ONALASKA, WI – As its second gift of land to be preserved for wildlife habitat and public recreation, T & D Real Estate Investments LLC has donated an additional six acres of bluffland property to Mississippi Valley Conservancy to expand the Apple Valley Bluff nature preserve.
While small in size, this generous land donation provides a big benefit to area residents. The additional property provides much improved access to the Conservancy’s Apple Valley Bluff, a 20-acre nature preserve that was also donated by T & D for conservation back in 2008. Apple Valley Bluff is open to the public for hiking, bird-watching, hunting, and other nature-based activities. The improved access will also allow Conservancy staff and volunteers to more easily get onto the property for habitat restoration work, when needed.

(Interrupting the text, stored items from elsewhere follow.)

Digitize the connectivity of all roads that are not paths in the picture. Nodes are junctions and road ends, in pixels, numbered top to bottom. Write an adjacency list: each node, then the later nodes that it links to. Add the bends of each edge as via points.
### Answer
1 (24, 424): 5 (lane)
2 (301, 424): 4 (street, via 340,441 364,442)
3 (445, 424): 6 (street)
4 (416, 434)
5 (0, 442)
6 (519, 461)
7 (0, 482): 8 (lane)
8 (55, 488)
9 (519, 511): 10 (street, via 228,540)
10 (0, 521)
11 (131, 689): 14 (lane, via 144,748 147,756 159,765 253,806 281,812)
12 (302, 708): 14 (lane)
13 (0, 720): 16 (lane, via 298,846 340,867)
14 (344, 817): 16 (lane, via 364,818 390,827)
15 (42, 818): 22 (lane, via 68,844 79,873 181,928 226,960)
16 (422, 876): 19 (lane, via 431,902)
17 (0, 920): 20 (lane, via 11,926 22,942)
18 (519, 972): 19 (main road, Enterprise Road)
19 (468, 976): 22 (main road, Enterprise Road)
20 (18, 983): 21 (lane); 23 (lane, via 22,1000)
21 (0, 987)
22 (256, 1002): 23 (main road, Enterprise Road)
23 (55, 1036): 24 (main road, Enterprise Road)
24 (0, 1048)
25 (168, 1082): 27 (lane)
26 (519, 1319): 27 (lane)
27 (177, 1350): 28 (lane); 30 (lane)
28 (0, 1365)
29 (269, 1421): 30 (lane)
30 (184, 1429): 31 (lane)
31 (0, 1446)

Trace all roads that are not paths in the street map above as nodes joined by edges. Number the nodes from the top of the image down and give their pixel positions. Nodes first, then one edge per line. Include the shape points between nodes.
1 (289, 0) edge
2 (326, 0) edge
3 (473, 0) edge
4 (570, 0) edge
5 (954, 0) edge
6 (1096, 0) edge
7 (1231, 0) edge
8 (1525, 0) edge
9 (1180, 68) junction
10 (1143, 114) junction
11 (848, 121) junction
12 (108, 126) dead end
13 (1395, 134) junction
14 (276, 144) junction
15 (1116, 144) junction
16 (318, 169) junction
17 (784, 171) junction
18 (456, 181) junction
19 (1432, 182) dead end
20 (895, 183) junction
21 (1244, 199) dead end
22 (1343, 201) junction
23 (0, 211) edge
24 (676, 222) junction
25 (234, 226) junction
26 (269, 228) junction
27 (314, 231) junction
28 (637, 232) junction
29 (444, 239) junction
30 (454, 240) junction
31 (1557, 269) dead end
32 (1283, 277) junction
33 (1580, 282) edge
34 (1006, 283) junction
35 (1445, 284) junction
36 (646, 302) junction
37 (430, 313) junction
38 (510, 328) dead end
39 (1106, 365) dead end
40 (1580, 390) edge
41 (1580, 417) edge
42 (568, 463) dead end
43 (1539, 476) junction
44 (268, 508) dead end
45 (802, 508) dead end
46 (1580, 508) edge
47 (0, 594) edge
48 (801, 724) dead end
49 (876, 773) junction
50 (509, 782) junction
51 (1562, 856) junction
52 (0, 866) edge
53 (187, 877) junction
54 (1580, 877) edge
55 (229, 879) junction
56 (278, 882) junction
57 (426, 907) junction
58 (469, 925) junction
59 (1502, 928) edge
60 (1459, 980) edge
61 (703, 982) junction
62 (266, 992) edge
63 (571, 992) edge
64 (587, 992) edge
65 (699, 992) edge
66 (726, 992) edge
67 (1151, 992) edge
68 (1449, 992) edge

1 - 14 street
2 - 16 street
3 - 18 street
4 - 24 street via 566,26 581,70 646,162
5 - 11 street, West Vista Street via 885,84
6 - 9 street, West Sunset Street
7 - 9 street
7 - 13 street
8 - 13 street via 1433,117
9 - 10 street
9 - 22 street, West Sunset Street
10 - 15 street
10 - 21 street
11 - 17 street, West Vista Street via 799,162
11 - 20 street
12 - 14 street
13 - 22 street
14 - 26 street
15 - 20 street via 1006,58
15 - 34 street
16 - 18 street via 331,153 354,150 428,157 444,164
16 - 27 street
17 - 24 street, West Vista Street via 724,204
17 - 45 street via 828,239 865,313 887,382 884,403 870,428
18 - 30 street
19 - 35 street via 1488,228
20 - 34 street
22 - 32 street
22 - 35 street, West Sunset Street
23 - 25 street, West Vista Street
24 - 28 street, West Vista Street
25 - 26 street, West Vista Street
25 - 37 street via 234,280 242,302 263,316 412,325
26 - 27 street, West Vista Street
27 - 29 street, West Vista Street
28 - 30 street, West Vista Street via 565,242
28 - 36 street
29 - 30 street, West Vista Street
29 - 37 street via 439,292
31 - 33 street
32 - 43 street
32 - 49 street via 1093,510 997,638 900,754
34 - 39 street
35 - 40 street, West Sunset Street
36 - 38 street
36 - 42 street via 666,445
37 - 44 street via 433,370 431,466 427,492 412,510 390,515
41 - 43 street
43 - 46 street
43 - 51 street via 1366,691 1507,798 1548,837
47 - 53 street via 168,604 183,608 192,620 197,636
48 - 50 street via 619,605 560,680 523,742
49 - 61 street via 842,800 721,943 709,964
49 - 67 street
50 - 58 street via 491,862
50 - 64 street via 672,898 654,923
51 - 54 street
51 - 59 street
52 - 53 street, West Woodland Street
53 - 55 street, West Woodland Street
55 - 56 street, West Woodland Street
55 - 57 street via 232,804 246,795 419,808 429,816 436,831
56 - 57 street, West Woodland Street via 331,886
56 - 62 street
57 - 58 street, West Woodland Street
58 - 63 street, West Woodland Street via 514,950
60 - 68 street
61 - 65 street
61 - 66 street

Richard Graw and Thomas Johnson, owners of T & D, could have built more homes and made more money, but they donated twenty acres of undeveloped bluffland to Mississippi Valley Conservancy in 2008 for permanent conservation and public recreation.
More protected wild land means less cost for the Town of Onalaska to maintain storm water facilities and handle stormwater damage, according to Marc Schultz, former Town board member and current chair of the Lake Onalaska Protection District. “Storm water is better handled by wild land,” he said.
Driving on County Road SN or Schilling Road, the public can continue to enjoy the scenic views and seasonal beauty of the property that is now under Conservancy ownership. Local residents can enjoy looking out their windows at land that will remain undeveloped. A daily hike will provide a great work-out or a time for reflection for anyone who chooses to visit.
The property has a mix of forest types that provide habitat for forest birds and other wildlife. Oaks and hickories are common here, providing food for squirrels, turkey, deer, and other animals that call the area home. In spring, you might hear the haunting flutelike call of the wood thrush, a bird that needs large trees, plenty of shade, and lots of leaf litter to forage for insects. Milkweeds and other wildflowers attract the insect pollinators, those bees and butterflies, that are so important to our own food production.
“We’re deeply grateful to the partners of T&D Real Estate Investments for their gift of this land for the benefit of all Onalaska residents and visitors,” said Carol Abrahamzon, executive director at the Conservancy, “Their gift will live on forever.”